Артистизм — предельное утверждение многодушия; ибо артистизм — утверждение единодушия не как победы одной души над всеми и не как уравнения всех душ путём приведения их к какому-то общему знаменателю, но как объединения их в эстетически совершенной картине борьбы.

Артистическая душа всегда душа грешная и святая, слепая и пророчес­кая, страстно всему отдающаяся и холодно наблюдающая себя со стороны, в священном страхе строящая свою жизнь и с горькой иронией провоцирую­щая своё строительство. Душа, наполненная сама к себе предельной любви, но и непонятной вражды. Душа, своими теплыми стопами, быть может, слишком верная земле, своими же холодными глазами, быть может, прежде­временно отданная небу. Душа, хотя и раненная вечностью, но не спасенная в ней. Странная, призрачная, химерическая душа, по отношению к которой всегда возможен внезапный вопрос: да существует ли она вообще или её в сущности нет, т.е. нет в ней подлинного духовного бытия?

* * *

Образ артистической души, завещанный мне моими детскими воспоми­наниями, органически слит в них с пронзительными ощущениями первой любви и первой встречи со смертью. Темы любви и смерти и поныне кажут­ся мне темами, в отношении к которым как-то особенно ярко сказывается вся своеобразность душевного строя артистизма.

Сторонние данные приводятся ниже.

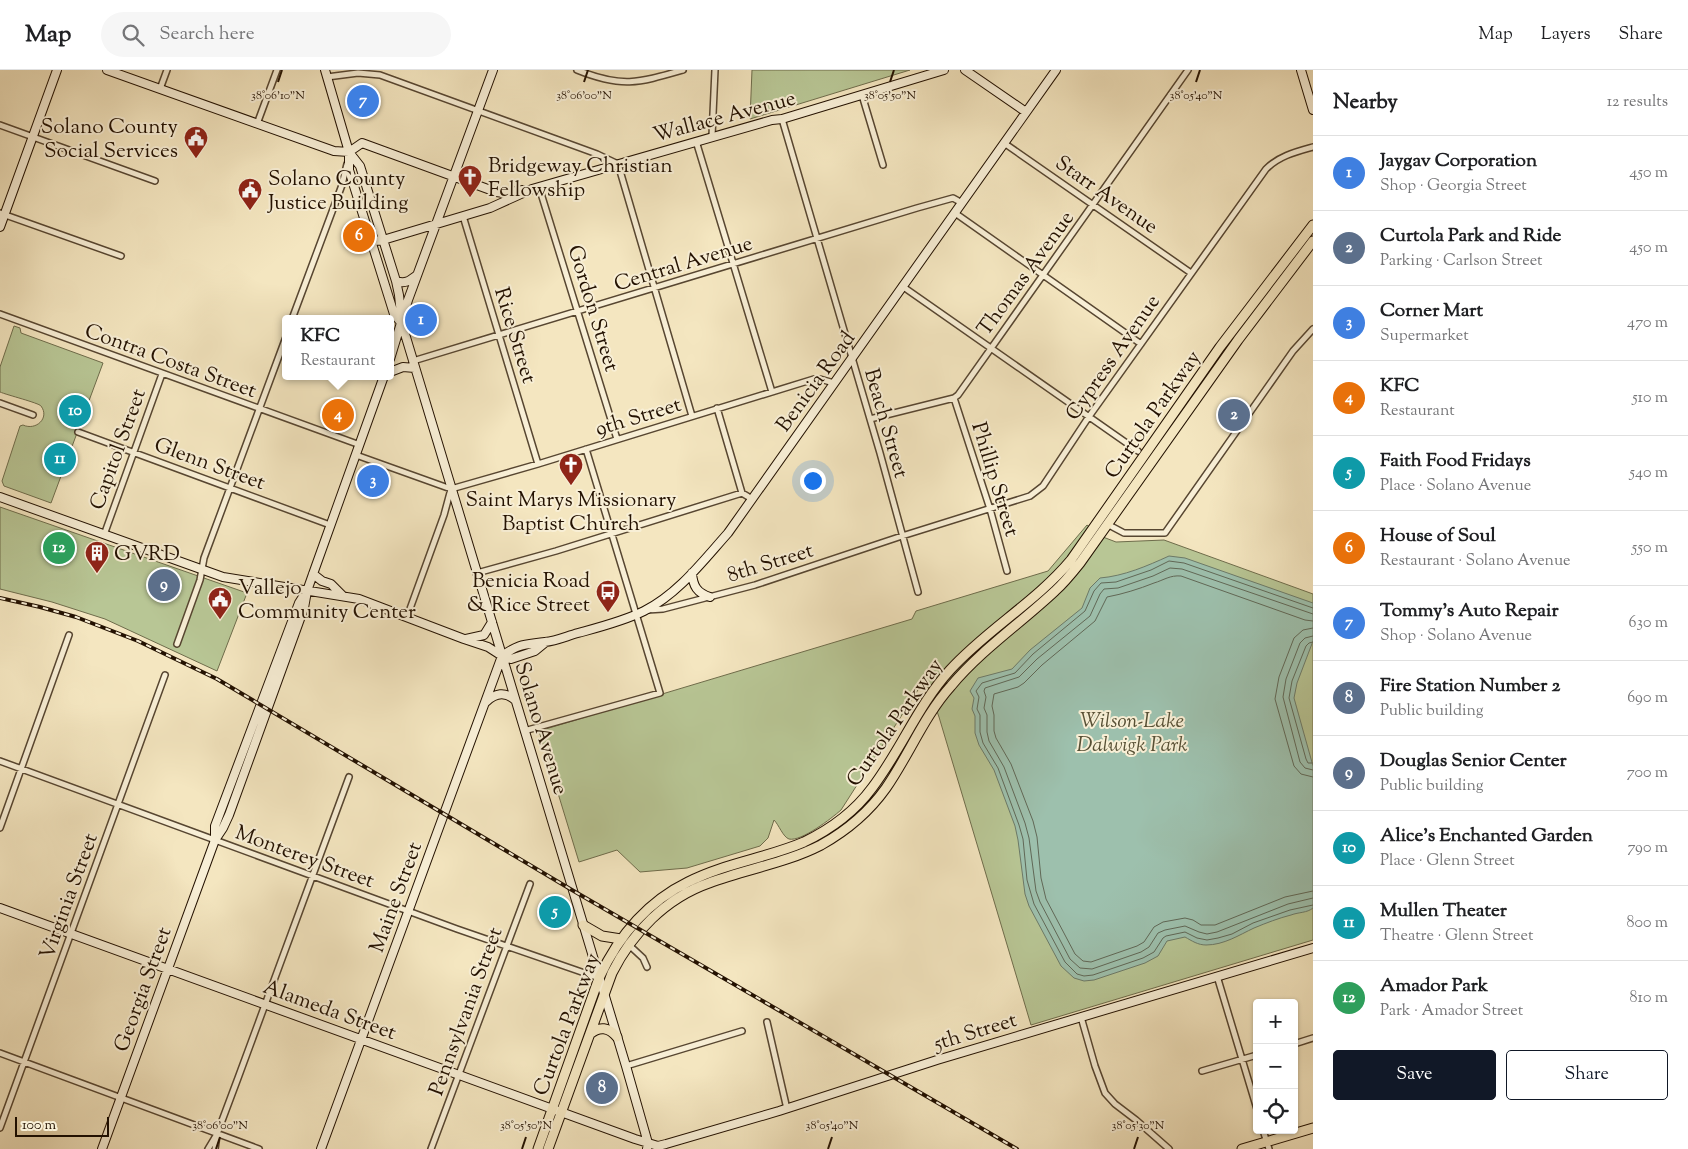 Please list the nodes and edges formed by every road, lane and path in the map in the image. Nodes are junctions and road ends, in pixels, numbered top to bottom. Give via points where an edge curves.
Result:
1 (57, 70) edge
2 (107, 70) edge
3 (167, 70) edge
4 (277, 70) edge
5 (493, 70) edge
6 (577, 70) edge
7 (683, 70) edge
8 (716, 70) edge
9 (944, 70) edge
10 (966, 70) edge
11 (1056, 70) edge
12 (1188, 70) edge
13 (1301, 70) edge
14 (326, 74) edge
15 (160, 89) junction
16 (862, 96) junction
17 (478, 110) junction
18 (1313, 110) edge
19 (1026, 112) junction
20 (782, 119) junction
21 (257, 124) junction
22 (0, 125) edge
23 (712, 136) junction
24 (33, 137) junction
25 (696, 141) junction
26 (1004, 143) junction
27 (1313, 147) edge
28 (349, 152) junction
29 (618, 164) junction
30 (883, 165) dead end
31 (454, 177) junction
32 (154, 181) dead end
33 (536, 188) junction
34 (488, 189) junction
35 (962, 203) junction
36 (1093, 205) junction
37 (490, 208) junction
38 (955, 213) junction
39 (2, 214) edge
40 (463, 216) junction
41 (436, 224) junction
42 (1313, 225) edge
43 (0, 227) edge
44 (816, 239) junction
45 (383, 240) junction
46 (371, 241) junction
47 (1313, 241) edge
48 (121, 256) dead end
49 (734, 264) junction
50 (1191, 273) junction
51 (417, 275) junction
52 (1043, 276) junction
53 (396, 281) junction
54 (902, 286) junction
55 (655, 288) junction
56 (578, 312) junction
57 (0, 314) edge
58 (293, 315) edge
59 (402, 324) junction
60 (1313, 330) edge
61 (499, 334) junction
62 (1141, 344) junction
63 (282, 347) edge
64 (394, 348) edge
65 (991, 349) junction
66 (852, 359) junction
67 (414, 365) junction
68 (394, 370) edge
69 (162, 374) junction
70 (384, 380) edge
71 (834, 383) junction
72 (772, 392) junction
73 (954, 398) junction
74 (0, 403) edge
75 (717, 408) junction
76 (258, 409) junction
77 (33, 415) dead end
78 (692, 416) junction
79 (1088, 418) junction
80 (870, 420) junction
81 (78, 432) dead end
82 (617, 439) junction
83 (360, 445) junction
84 (586, 449) junction
85 (1138, 451) dead end
86 (134, 452) junction
87 (356, 455) junction
88 (538, 464) junction
89 (229, 488) junction
90 (452, 488) junction
91 (742, 493) junction
92 (0, 497) edge
93 (752, 500) junction
94 (1110, 504) junction
95 (990, 509) junction
96 (1107, 524) junction
97 (330, 525) junction
98 (611, 534) junction
99 (104, 535) junction
100 (902, 536) junction
101 (202, 570) junction
102 (1007, 571) dead end
103 (477, 573) junction
104 (692, 573) junction
105 (313, 574) junction
106 (307, 591) junction
107 (918, 592) dead end
108 (343, 596) junction
109 (710, 597) junction
110 (645, 610) junction
111 (636, 614) junction
112 (407, 617) junction
113 (492, 622) junction
114 (69, 635) dead end
115 (464, 639) junction
116 (178, 644) dead end
117 (502, 656) junction
118 (165, 675) dead end
119 (515, 700) junction
120 (485, 704) junction
121 (524, 731) junction
122 (0, 761) edge
123 (22, 769) junction
124 (349, 777) dead end
125 (119, 804) junction
126 (0, 828) edge
127 (215, 840) junction
128 (312, 875) junction
129 (530, 884) dead end
130 (0, 908) edge
131 (409, 911) junction
132 (583, 925) junction
133 (71, 934) junction
134 (625, 941) junction
135 (507, 946) junction
136 (1313, 948) edge
137 (647, 967) dead end
138 (168, 969) junction
139 (1217, 976) junction
140 (599, 978) junction
141 (604, 994) junction
142 (265, 1004) junction
143 (1081, 1017) junction
144 (767, 1022) dead end
145 (742, 1031) dead end
146 (589, 1034) junction
147 (617, 1037) junction
148 (1313, 1038) edge
149 (362, 1040) junction
150 (1298, 1043) edge
151 (0, 1053) edge
152 (1253, 1056) edge
153 (1242, 1059) junction
154 (24, 1062) junction
155 (626, 1066) junction
156 (1202, 1071) dead end
157 (460, 1075) junction
158 (1253, 1096) edge
159 (121, 1097) junction
160 (787, 1109) junction
161 (557, 1110) junction
162 (0, 1128) edge
163 (1313, 1128) edge
164 (216, 1134) junction
165 (1268, 1145) edge
166 (648, 1148) edge
167 (102, 1149) edge
168 (208, 1149) edge
169 (215, 1149) edge
170 (259, 1149) edge
171 (321, 1149) edge
172 (431, 1149) edge
173 (538, 1149) edge
174 (548, 1149) edge
175 (1169, 1149) edge
176 (1242, 1149) edge

1 - 24 main road
2 - 15 main road
3 - 15 street
4 - 21 street
5 - 17 main road
6 - 7 street via 605,80 627,83
8 - 23 street
9 - 16 main road, Wallace Avenue
10 - 19 main road
11 - 19 main road, Benicia Road
12 - 36 street, Thomas Avenue
13 - 18 main road
14 - 17 street via 380,75
14 - 28 main road, Solano Avenue
15 - 21 main road
16 - 20 main road, Wallace Avenue
16 - 30 street
17 - 29 street
17 - 31 main road
19 - 26 main road, Benicia Road
20 - 23 main road, Wallace Avenue
20 - 44 street, Beach Street
21 - 28 main road via 334,151
22 - 24 street
23 - 25 main road, Wallace Avenue
24 - 32 street
24 - 39 main road
25 - 29 main road, Wallace Avenue
25 - 49 street
26 - 35 main road, Benicia Road
26 - 36 street, Starr Avenue
27 - 50 street, Cypress Avenue via 1293,152 1269,165
28 - 31 main road via 362,143
28 - 45 main road, Solano Avenue via 360,166
28 - 46 main road, Solano Avenue via 349,170
28 - 58 street via 342,185
29 - 33 main road, Wallace Avenue
29 - 55 street
31 - 34 main road
31 - 41 main road
33 - 34 main road via 504,192
33 - 37 main road, Wallace Avenue
33 - 56 street, Gordon Street
34 - 37 main road via 493,199
35 - 38 main road, Benicia Road
35 - 44 street, Central Avenue via 953,198
36 - 50 street, Starr Avenue
36 - 52 street, Thomas Avenue
37 - 40 main road, Wallace Avenue
38 - 52 street
38 - 54 main road, Benicia Road
39 - 43 main road
39 - 48 street
40 - 41 main road, Wallace Avenue
40 - 61 street, Rice Street
41 - 45 main road, Wallace Avenue
41 - 51 main road
42 - 94 main road, Curtola Parkway via 1220,348
44 - 49 street, Central Avenue
44 - 66 street, Beach Street
45 - 46 main road, Wallace Avenue
45 - 53 main road, Solano Avenue
46 - 59 main road, Solano Avenue via 394,314
47 - 96 main road, Curtola Parkway
49 - 55 street, Central Avenue
49 - 72 street
50 - 62 street, Cypress Avenue
51 - 53 main road via 408,282
51 - 59 main road
52 - 62 street
52 - 65 street, Thomas Avenue
53 - 59 main road, Solano Avenue
54 - 65 street
54 - 66 main road, Benicia Road
55 - 56 street, Central Avenue
55 - 78 street
56 - 61 street, Central Avenue
56 - 82 street, Gordon Street
57 - 69 street, Contra Costa Street
59 - 64 main road
59 - 67 main road, Solano Avenue
60 - 96 street via 1289,358 1165,533 1124,533
61 - 67 street, Central Avenue
61 - 88 street, Rice Street
62 - 79 street, Cypress Avenue
63 - 76 street
65 - 73 street, Thomas Avenue
65 - 79 street
66 - 71 main road, Benicia Road
66 - 80 street, Beach Street
67 - 68 main road
67 - 90 main road, Solano Avenue
69 - 76 street, Contra Costa Street
69 - 86 street, Capitol Street
70 - 83 main road, Georgia Street
71 - 72 street, 9th Street via 814,379
71 - 93 main road, Benicia Road
72 - 75 street, 9th Street
73 - 80 street
73 - 95 street, Phillip Street
74 - 77 street
75 - 78 street, 9th Street
75 - 91 street
76 - 83 street, Contra Costa Street
76 - 89 street
78 - 82 street, 9th Street
79 - 85 street
79 - 95 street, Cypress Avenue via 1043,486 1030,496
80 - 100 street, Beach Street
81 - 86 street, Glenn Street
82 - 84 street, 9th Street
83 - 87 main road, Georgia Street
84 - 88 street, 9th Street
84 - 98 street
86 - 89 street, Glenn Street
86 - 99 street, Capitol Street
87 - 90 street
87 - 97 main road, Georgia Street
88 - 90 street, 9th Street
89 - 97 street, Glenn Street
89 - 101 street
90 - 103 main road, Solano Avenue
90 - 112 street
91 - 93 street
91 - 98 street
92 - 99 main road
93 - 104 main road, Benicia Road
94 - 96 main road
94 - 134 main road, Curtola Parkway via 1066,566 967,653 938,684 872,788 842,819 804,842 689,881 652,906
95 - 100 street, Cypress Avenue
95 - 102 street, Phillip Street
96 - 134 main road, Curtola Parkway via 1056,591 950,686 886,788 851,826 802,854 693,890 659,912
97 - 105 main road, Georgia Street
98 - 103 street
98 - 111 street
99 - 101 main road
100 - 107 street, Beach Street
100 - 109 street, 8th Street
101 - 106 main road via 240,581
101 - 116 street
103 - 113 main road, Solano Avenue
104 - 109 main road via 697,590
104 - 110 main road, Benicia Road
105 - 106 main road, Georgia Street
105 - 108 main road via 331,584
106 - 108 main road
106 - 127 main road, Georgia Street via 304,608 229,815
108 - 112 main road
109 - 110 street, 8th Street via 663,609
110 - 111 main road, Benicia Road
111 - 117 main road, Benicia Road via 546,642 514,647
111 - 121 street via 660,693
112 - 115 main road
113 - 115 main road via 484,634
113 - 117 main road, Solano Avenue
114 - 123 street
115 - 117 main road via 488,646
117 - 119 main road, Solano Avenue
117 - 120 main road, Maine Street
118 - 125 street, Virginia Street
119 - 120 main road via 507,694 499,694
119 - 121 main road, Solano Avenue
120 - 131 main road, Maine Street
121 - 132 main road, Solano Avenue
122 - 123 street, Monterey Street
123 - 125 street, Monterey Street
123 - 126 street
124 - 128 street
125 - 127 street, Monterey Street
125 - 133 street, Virginia Street
127 - 128 street, Monterey Street
127 - 138 main road, Georgia Street
128 - 131 street, Monterey Street
128 - 142 street
129 - 135 street, Pennsylvania Street
130 - 133 main road, Alameda Street
131 - 135 street, Monterey Street
131 - 149 main road, Maine Street
132 - 134 main road via 602,936
132 - 140 main road, Solano Avenue
133 - 138 main road, Alameda Street
133 - 154 street, Virginia Street
134 - 137 street via 643,958
134 - 140 main road, Curtola Parkway via 608,960
134 - 141 main road, Curtola Parkway
135 - 140 street, Monterey Street
135 - 157 street, Pennsylvania Street
136 - 139 main road, 5th Street
138 - 142 main road, Alameda Street
138 - 159 main road, Georgia Street
139 - 143 main road, 5th Street
139 - 153 street
140 - 141 main road, Solano Avenue
140 - 161 main road, Curtola Parkway
141 - 146 main road, Curtola Parkway
141 - 147 main road, Solano Avenue
142 - 149 main road, Alameda Street
142 - 164 street
143 - 160 main road, 5th Street
143 - 175 street via 1105,1093
144 - 160 street
145 - 155 street
146 - 147 main road via 605,1028
146 - 161 main road, Curtola Parkway
147 - 155 main road, Solano Avenue
148 - 150 street
149 - 157 main road, Alameda Street
149 - 171 main road, Maine Street
151 - 154 street
152 - 153 street
153 - 156 street
153 - 158 street
154 - 159 street
154 - 162 street, Virginia Street
155 - 166 main road, Solano Avenue
157 - 161 main road, Alameda Street
157 - 172 street, Pennsylvania Street
159 - 164 street
159 - 167 main road, Georgia Street
160 - 166 main road, 5th Street
161 - 166 main road, Alameda Street
161 - 173 main road, Curtola Parkway
161 - 174 main road, Curtola Parkway
163 - 165 main road
164 - 168 street
164 - 169 street
164 - 170 street
165 - 176 main road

Дабы уплотнить и оживить представление об этом строе, дабы превра­тить представление его в ощущение его, я, следуя внушению своих воспоми­наний, провожу намеченные мною образы трёх душ сквозь темы любви и смерти, надеясь, на основе противоположного к ним отношения со стороны мещанства и мистицизма, заострить свою характеристику артистической души.

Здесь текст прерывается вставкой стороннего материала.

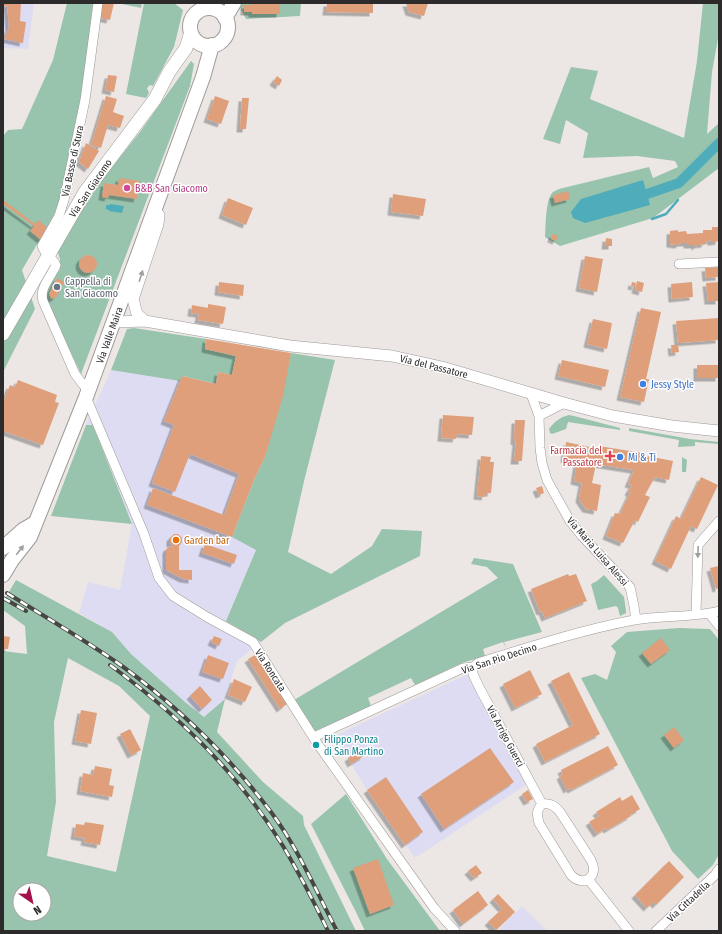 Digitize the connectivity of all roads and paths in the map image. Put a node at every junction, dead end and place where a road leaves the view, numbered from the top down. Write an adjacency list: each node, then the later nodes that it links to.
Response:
1 (98, 3): 7 (street, Via Basse di Stura)
2 (234, 3): 4 (main road)
3 (211, 6): 4 (main road); 5 (main road)
4 (225, 18): 5 (main road)
5 (198, 42): 6 (main road, Via Valle Maira); 7 (main road, Via San Giacomo)
6 (154, 210): 10 (street, one-way to 6); 11 (main road, Via Valle Maira)
7 (48, 255): 12 (main road, Via San Giacomo); 13 (street, Via Basse di Stura)
8 (719, 262): 9 (street)
9 (679, 264)
10 (145, 321): 11 (street, Via del Passatore); 14 (street, Via del Passatore)
11 (114, 322): 13 (main road, Via Valle Maira)
12 (3, 334)
13 (87, 394): 19 (main road, Via Valle Maira); 28 (street, Via Roncata)
14 (531, 394): 15 (street, Via del Passatore); 16 (street, Via Maria Luisa Alessi)
15 (564, 403): 16 (street); 17 (street, Via del Passatore)
16 (539, 416): 25 (street, Via Maria Luisa Alessi)
17 (719, 432)
18 (719, 521): 24 (street, one-way to 24)
19 (35, 523): 20 (main road); 21 (main road, Via Valle Maira, one-way to 19)
20 (3, 548)
21 (3, 575)
22 (719, 610): 23 (street, Via San Pio Decimo)
23 (709, 613): 24 (street, Via San Pio Decimo); 26 (street)
24 (696, 614): 25 (street, Via San Pio Decimo)
25 (636, 620): 27 (street, Via San Pio Decimo)
26 (719, 626)
27 (473, 667): 28 (street, Via San Pio Decimo); 29 (street, Via Arrigo Guerci)
28 (314, 738): 32 (street, Via Roncata)
29 (542, 804): 31 (street); 31 (street)
30 (719, 869): 34 (street, Via Cittadella)
31 (588, 880): 33 (street)
32 (455, 931)
33 (630, 931)
34 (656, 931)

Мещанство — атрофированное многодушие, мёртвое единство, пустын­ное и пустое единодушие. Проецированное в сферу любви, оно порождает типичный феномен мещанского единолюбия. Человек об одной душе — ме­щанин — всегда человек об одной любви; он всегда любит одну и ту же женщину, даже и тогда, когда он любит многих; он всегда слеп к единствен­ности им любимой, любит одну как другую, одну вместо другой, одну со­вместно с другой.

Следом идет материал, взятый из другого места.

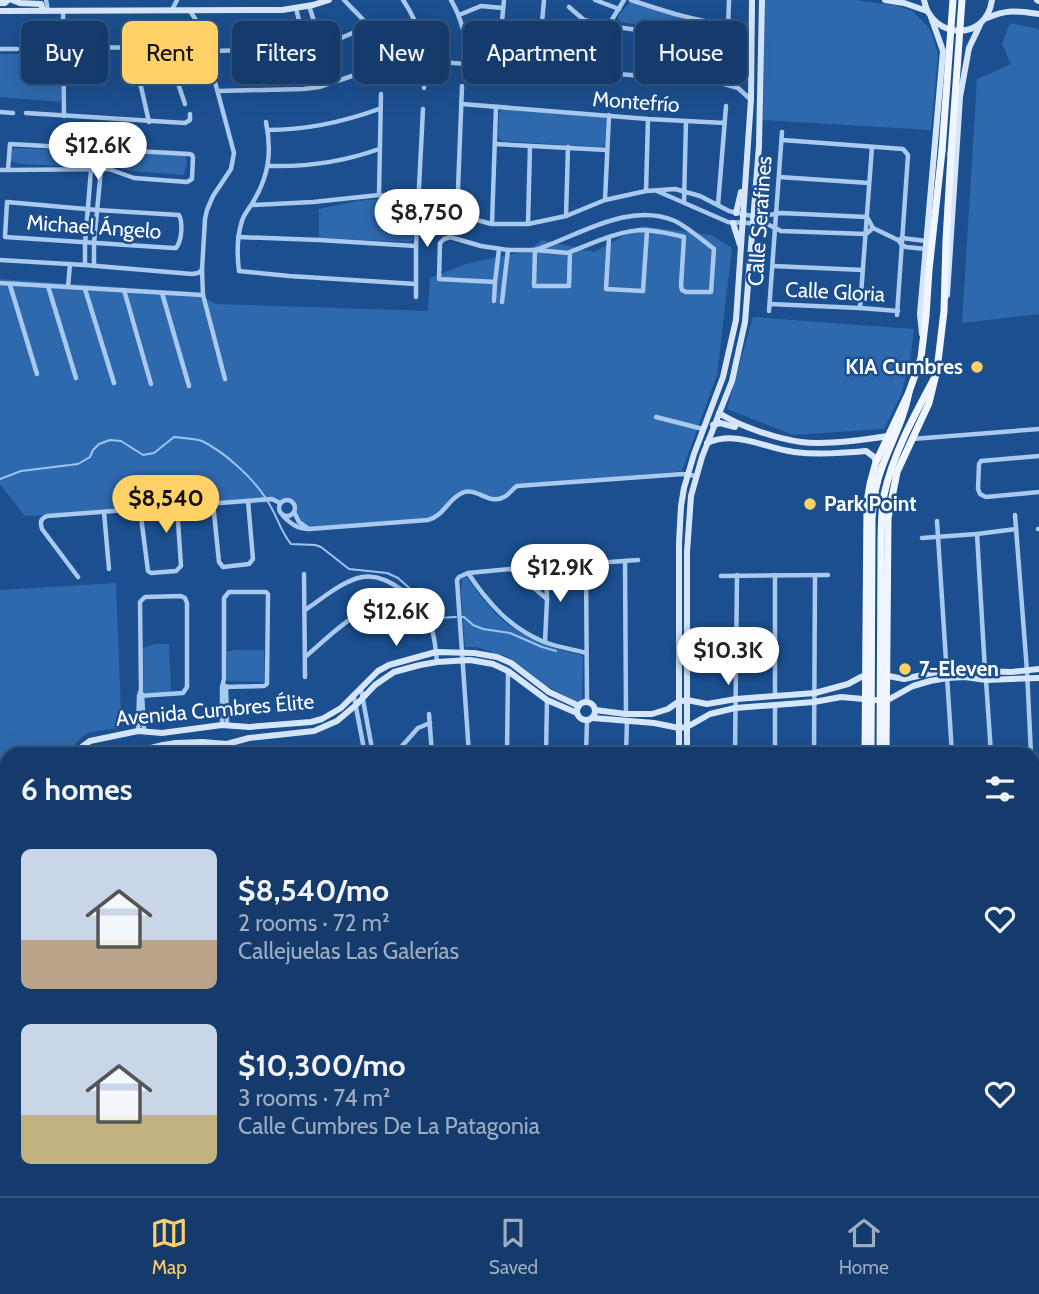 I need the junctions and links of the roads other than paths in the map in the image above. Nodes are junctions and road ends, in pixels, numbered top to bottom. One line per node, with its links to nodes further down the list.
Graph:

В мещанской любви возможны перемены, но в ней невозможна измена. Измена возможна лишь там, где обязательна верность. Но чему могла бы быть верна душа мещанина? Верность земле — сплошные перемены: зем­ной мир своей устойчивости в себе не несет. Верность же небу непонятна для душевного строя мещанства, ибо это строй бескрылый, не видящий того берега и метафизически беспамятный, не помнящий второй родины. Поня­тия верности и измены осмыслены только как категории нравственного творчества; но нравственное творчество возможно только там, где происхо­дит в человеке борьба с самим собою за себя самого. Эта борьба в мещан­ской душе немыслима; мещанство и творчество несовместимы. Если бы ме­щанская любовь была творчеством, она была бы неизбежно прозрением, а мещанин — не мещанином, но Дон Жуаном. Но мещанин не Дон Жуан. Не единую, прозреваемую им идею любит он во всех женщинах, но общую им всем природу; не разные лица единого лика, но стертость всякого лица, бе­лесую безликость.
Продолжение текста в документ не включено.